What is being asked
Would you please copy every line from the records that contains the word "Lincoln"?
[Opening Information section]
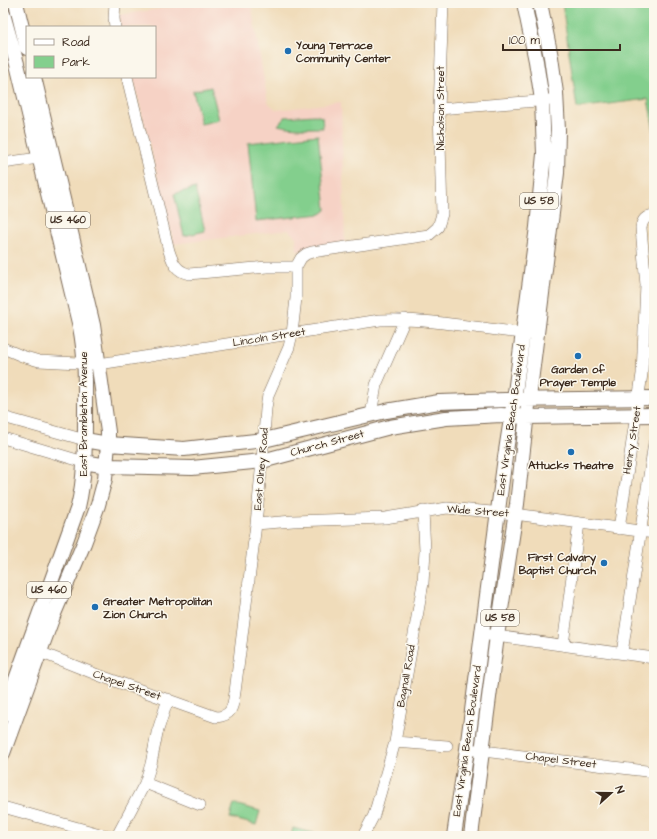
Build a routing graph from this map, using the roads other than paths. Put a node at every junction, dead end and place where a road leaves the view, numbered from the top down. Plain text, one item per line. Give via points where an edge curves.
1 (16, 3) edge
2 (115, 3) edge
3 (443, 3) edge
4 (524, 3) edge
5 (540, 3) edge
6 (3, 14) edge
7 (115, 26) edge
8 (26, 44) edge
9 (34, 78) edge
10 (127, 78) edge
11 (549, 100) junction
12 (439, 109) junction
13 (46, 157) junction
14 (3, 163) edge
15 (654, 215) edge
16 (296, 268) junction
17 (527, 303) junction
18 (541, 305) junction
19 (405, 319) junction
20 (522, 333) junction
21 (292, 334) junction
22 (537, 334) junction
23 (3, 348) edge
24 (649, 350) edge
25 (85, 363) junction
26 (99, 364) junction
27 (639, 398) junction
28 (654, 398) edge
29 (514, 400) junction
30 (529, 400) junction
31 (386, 411) junction
32 (371, 414) junction
33 (636, 415) junction
34 (654, 415) edge
35 (512, 416) junction
36 (526, 416) junction
37 (3, 417) edge
38 (390, 427) junction
39 (3, 438) edge
40 (85, 440) junction
41 (264, 440) junction
42 (654, 442) edge
43 (105, 443) junction
44 (262, 461) junction
45 (653, 461) edge
46 (87, 462) junction
47 (107, 466) junction
48 (424, 511) junction
49 (498, 512) junction
50 (515, 514) junction
51 (579, 523) junction
52 (256, 524) junction
53 (619, 529) junction
54 (639, 532) junction
55 (653, 534) edge
56 (84, 543) junction
57 (482, 634) junction
58 (497, 636) junction
59 (563, 645) junction
60 (34, 650) junction
61 (622, 653) junction
62 (654, 658) edge
63 (168, 699) junction
64 (227, 714) joint
65 (3, 715) edge
66 (395, 742) junction
67 (5, 743) edge
68 (447, 746) dead end
69 (467, 749) junction
70 (483, 751) junction
71 (654, 772) edge
72 (145, 783) junction
73 (200, 805) dead end
74 (3, 807) edge
75 (107, 836) edge
76 (116, 836) edge
77 (363, 836) edge
78 (454, 836) edge
79 (471, 836) edge

1 - 8 main road
2 - 7 street
3 - 12 street, Nicholson Street
4 - 11 main road, East Virginia Beach Boulevard / US 58 via 536,61
5 - 11 main road, East Virginia Beach Boulevard / US 58 via 551,56
6 - 13 main road, East Brambleton Avenue / US 460
9 - 13 main road, East Brambleton Avenue / US 460
10 - 16 street via 169,251 178,269 189,274 267,267
11 - 12 street
11 - 17 main road, East Virginia Beach Boulevard / US 58
11 - 18 main road, East Virginia Beach Boulevard / US 58 via 558,130 557,173
12 - 16 street, Nicholson Street via 442,214 438,227 429,235 312,252 301,258
13 - 14 street
13 - 25 main road, East Brambleton Avenue / US 460
13 - 26 main road, East Brambleton Avenue / US 460 via 90,311
15 - 24 street, Henry Street via 645,218 641,228
16 - 21 street, East Olney Road
17 - 18 main road
17 - 20 main road, East Virginia Beach Boulevard / US 58
18 - 22 main road, East Virginia Beach Boulevard / US 58
19 - 20 street, Lincoln Street
19 - 21 street, Lincoln Street via 380,320
19 - 32 street via 376,385
20 - 22 street, Lincoln Street
20 - 29 main road, East Virginia Beach Boulevard / US 58
21 - 26 street, Lincoln Street
21 - 41 street, East Olney Road via 268,395
22 - 30 main road, East Virginia Beach Boulevard / US 58
23 - 25 street, Lincoln Street via 40,361
24 - 27 street, Henry Street
25 - 26 street, Lincoln Street
25 - 40 main road, East Brambleton Avenue / US 460
25 - 43 main road via 94,387
26 - 43 main road, East Brambleton Avenue / US 460
27 - 28 main road, Church Street
27 - 30 main road, Church Street
27 - 33 street, Henry Street
29 - 30 main road, Church Street
29 - 31 main road, Church Street via 439,402
29 - 35 main road, East Virginia Beach Boulevard / US 58
30 - 36 main road, East Virginia Beach Boulevard / US 58
31 - 32 main road, Church Street
31 - 38 street
32 - 41 main road, Church Street
33 - 34 main road, Church Street
33 - 36 main road, Church Street
33 - 53 street, Henry Street
35 - 36 main road, Church Street
35 - 38 main road, Church Street via 446,418
35 - 49 main road, East Virginia Beach Boulevard / US 58
36 - 50 main road, East Virginia Beach Boulevard / US 58
37 - 40 street, Church Street
38 - 44 main road, Church Street
39 - 46 street, Church Street
40 - 43 main road, Church Street
40 - 46 main road, East Brambleton Avenue / US 460
41 - 43 main road, Church Street via 184,449
41 - 44 street, East Olney Road
42 - 45 street, Henry Street
43 - 47 main road, East Brambleton Avenue / US 460
44 - 47 main road, Church Street via 192,468
44 - 52 street, East Olney Road
45 - 54 street, Henry Street
46 - 47 main road, Church Street
46 - 56 main road via 92,481
46 - 60 main road, East Brambleton Avenue / US 460 via 74,520
47 - 56 main road, East Brambleton Avenue / US 460 via 101,495
48 - 49 street, Wide Street via 447,508
48 - 52 street, Wide Street via 385,518
48 - 66 street, Bagnall Road via 426,551 423,583
49 - 50 street, Wide Street
49 - 57 main road, East Virginia Beach Boulevard / US 58
50 - 51 street, Wide Street
50 - 58 main road, East Virginia Beach Boulevard / US 58
51 - 53 street, Wide Street
51 - 59 street
52 - 64 street, East Olney Road via 232,707
53 - 54 street, Wide Street
54 - 55 street, Wide Street
54 - 61 street, Henry Street
56 - 60 main road, East Brambleton Avenue / US 460 via 53,616
57 - 58 street
57 - 69 main road, East Virginia Beach Boulevard / US 58
58 - 59 street
58 - 70 main road, East Virginia Beach Boulevard / US 58
59 - 61 street
60 - 63 street, Chapel Street
60 - 65 main road, East Brambleton Avenue / US 460
60 - 67 main road, East Brambleton Avenue / US 460
61 - 62 street
63 - 64 street, Chapel Street via 216,717
63 - 72 street via 156,733
66 - 68 street
66 - 77 street, Bagnall Road via 374,815
69 - 70 street, Chapel Street
69 - 78 main road, East Virginia Beach Boulevard / US 58
70 - 71 street, Chapel Street
70 - 79 main road, East Virginia Beach Boulevard / US 58
72 - 73 street
72 - 76 street
74 - 75 street

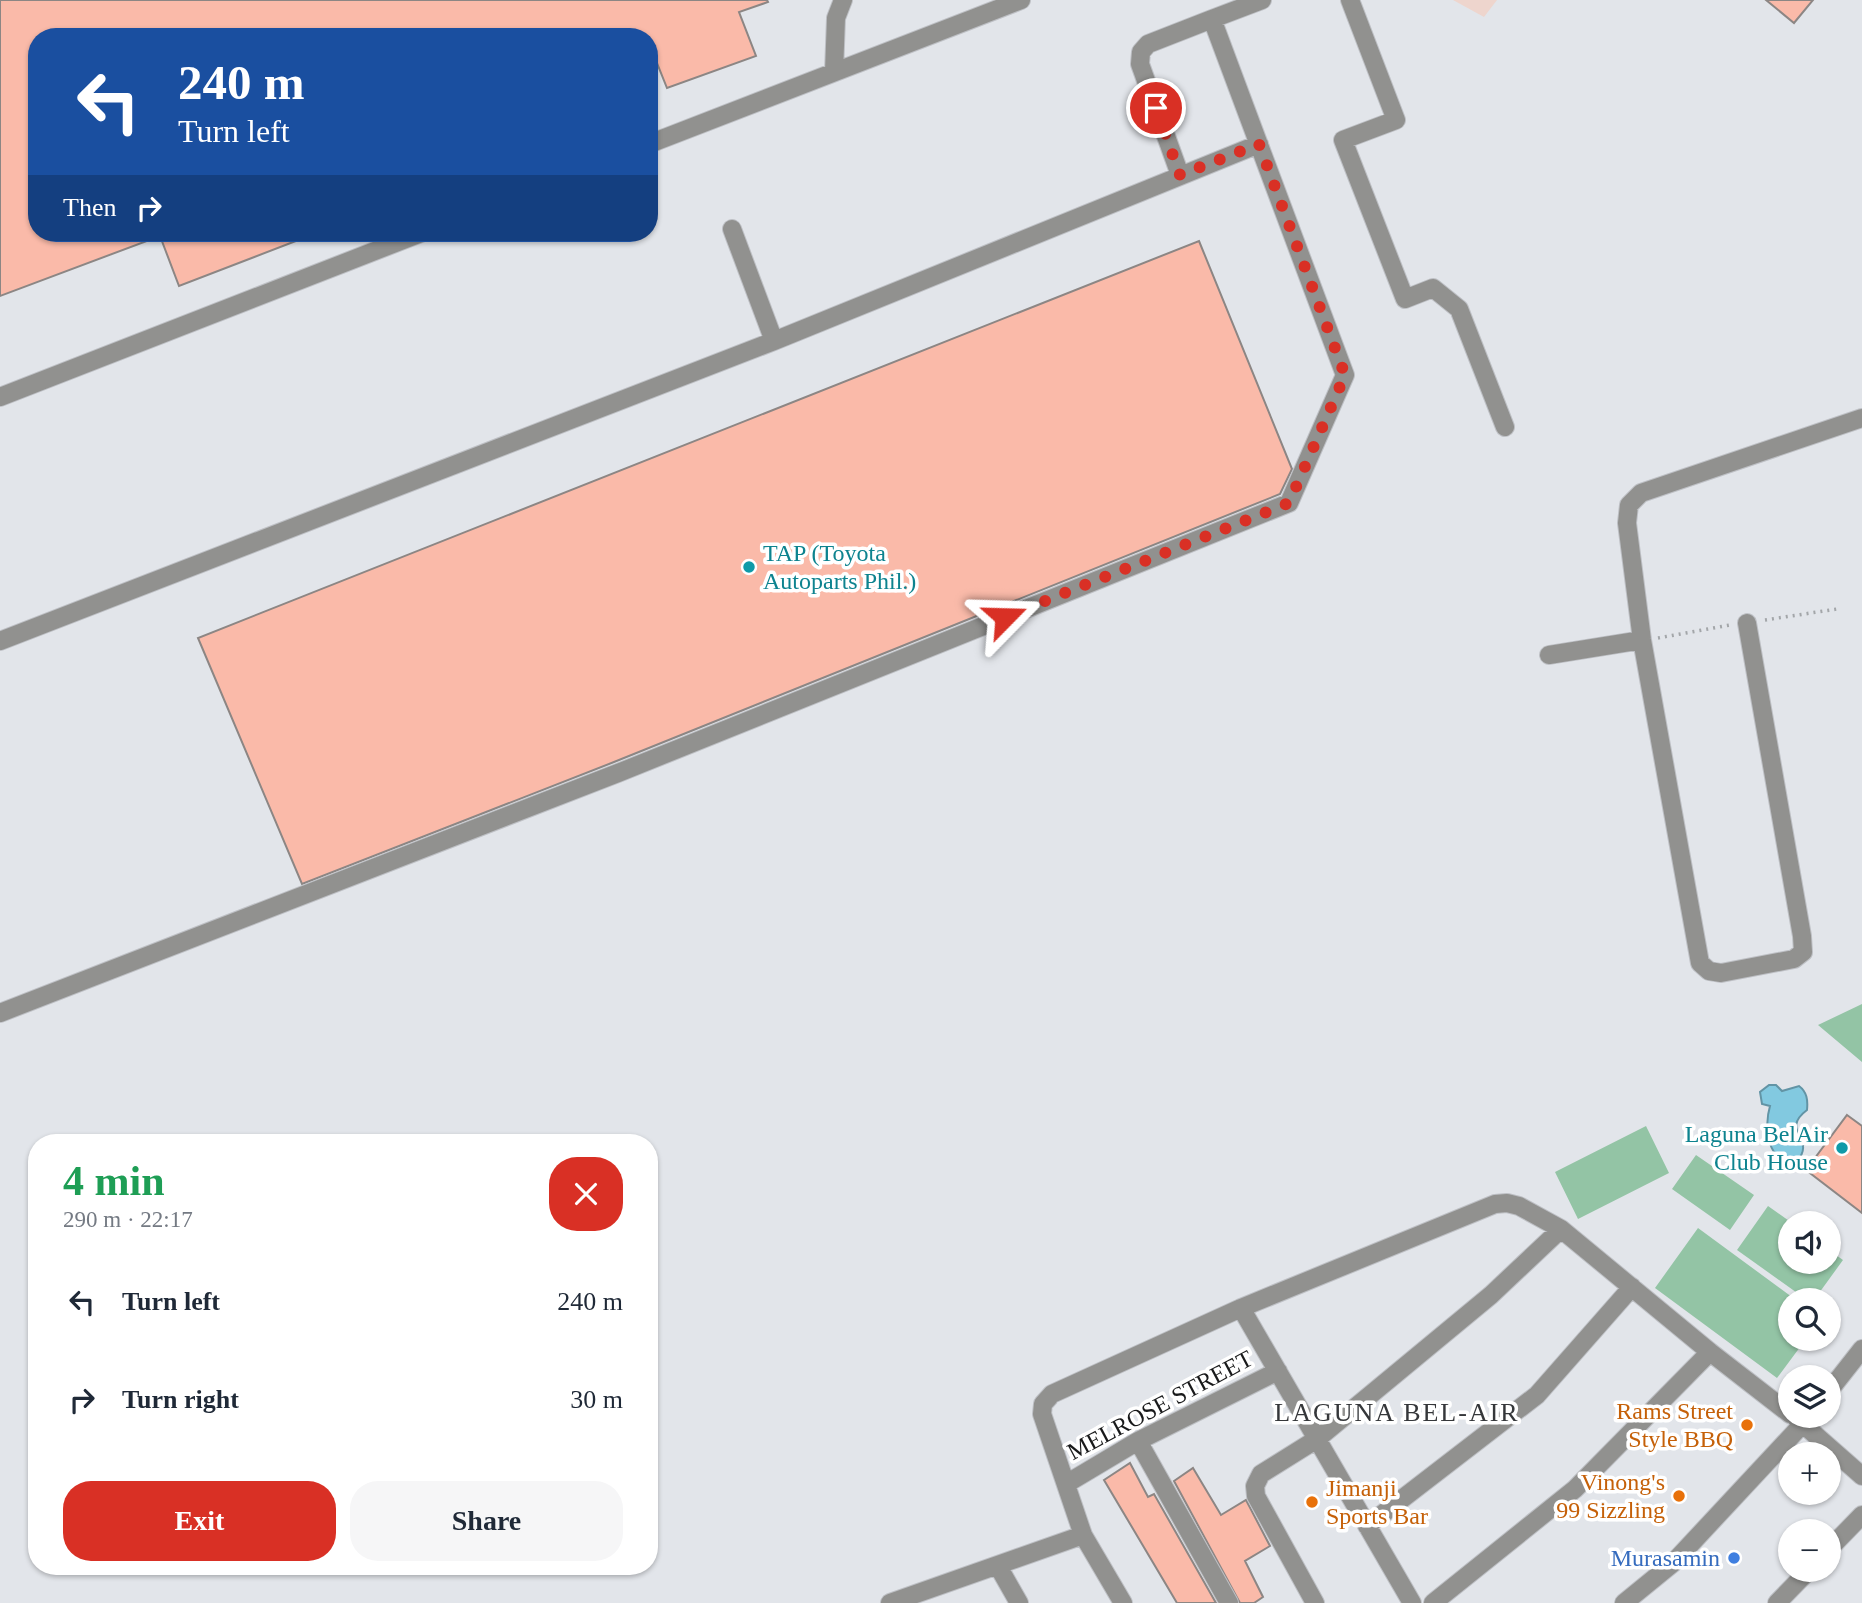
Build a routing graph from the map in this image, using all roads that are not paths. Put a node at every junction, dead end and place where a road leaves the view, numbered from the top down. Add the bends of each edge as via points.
1 (843, 0) edge
2 (1021, 0) edge
3 (1262, 0) edge
4 (1350, 0) edge
5 (1212, 19) junction
6 (834, 72) junction
7 (658, 140) edge
8 (1259, 144) junction
9 (1180, 175) junction
10 (732, 229) dead end
11 (398, 242) edge
12 (774, 341) junction
13 (0, 397) edge
14 (1862, 418) edge
15 (1505, 427) dead end
16 (1747, 622) dead end
17 (1642, 640) junction
18 (0, 641) edge
19 (1549, 655) dead end
20 (0, 1013) edge
21 (1560, 1228) junction
22 (1632, 1287) junction
23 (1241, 1308) junction
24 (1862, 1349) edge
25 (1710, 1352) junction
26 (1278, 1370) junction
27 (1841, 1376) edge
28 (1778, 1402) edge
29 (1790, 1428) edge
30 (1811, 1428) edge
31 (1317, 1438) junction
32 (1138, 1441) junction
33 (1862, 1476) edge
34 (1066, 1483) junction
35 (1862, 1515) edge
36 (1367, 1526) junction
37 (1083, 1535) junction
38 (1841, 1537) edge
39 (998, 1566) junction
40 (1797, 1582) edge
41 (921, 1597) edge
42 (890, 1603) edge
43 (1019, 1603) edge
44 (1124, 1603) edge
45 (1229, 1603) edge
46 (1315, 1603) edge
47 (1412, 1603) edge
48 (1433, 1603) edge
49 (1625, 1603) edge
50 (1777, 1603) edge

1 - 6 street via 836,18
2 - 6 street
3 - 5 street
4 - 15 street via 1396,120 1343,140 1405,299 1433,288 1459,309
5 - 8 street
5 - 9 street via 1148,44 1141,52 1140,64
6 - 7 street
8 - 9 street
8 - 20 street via 1345,375 1289,503 631,768
9 - 12 street
10 - 12 street
11 - 13 street
12 - 18 street
14 - 17 street via 1641,493 1629,505 1627,523
16 - 17 street via 1803,952 1794,959 1721,973 1700,963
17 - 19 street
21 - 22 street
21 - 23 street via 1519,1206 1495,1204
21 - 31 street via 1491,1296
22 - 25 street
22 - 36 street via 1537,1395
23 - 26 street
23 - 34 street via 1052,1394 1043,1404 1042,1414
24 - 27 street
25 - 28 street
25 - 48 street via 1576,1489
26 - 31 street
26 - 32 street, MELROSE STREET
29 - 49 street via 1673,1563
30 - 33 street
31 - 36 street
31 - 46 street via 1261,1474 1255,1486 1256,1496
32 - 34 street, MELROSE STREET
32 - 45 street
34 - 37 street
35 - 38 street
36 - 47 street
37 - 39 street
37 - 44 street
39 - 41 street
39 - 43 street
40 - 50 street
41 - 42 street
[Closing Information section]
Written answer
19 - 20 street, Lincoln Street
19 - 21 street, Lincoln Street via 380,320
20 - 22 street, Lincoln Street
21 - 26 street, Lincoln Street
23 - 25 street, Lincoln Street via 40,361
25 - 26 street, Lincoln Street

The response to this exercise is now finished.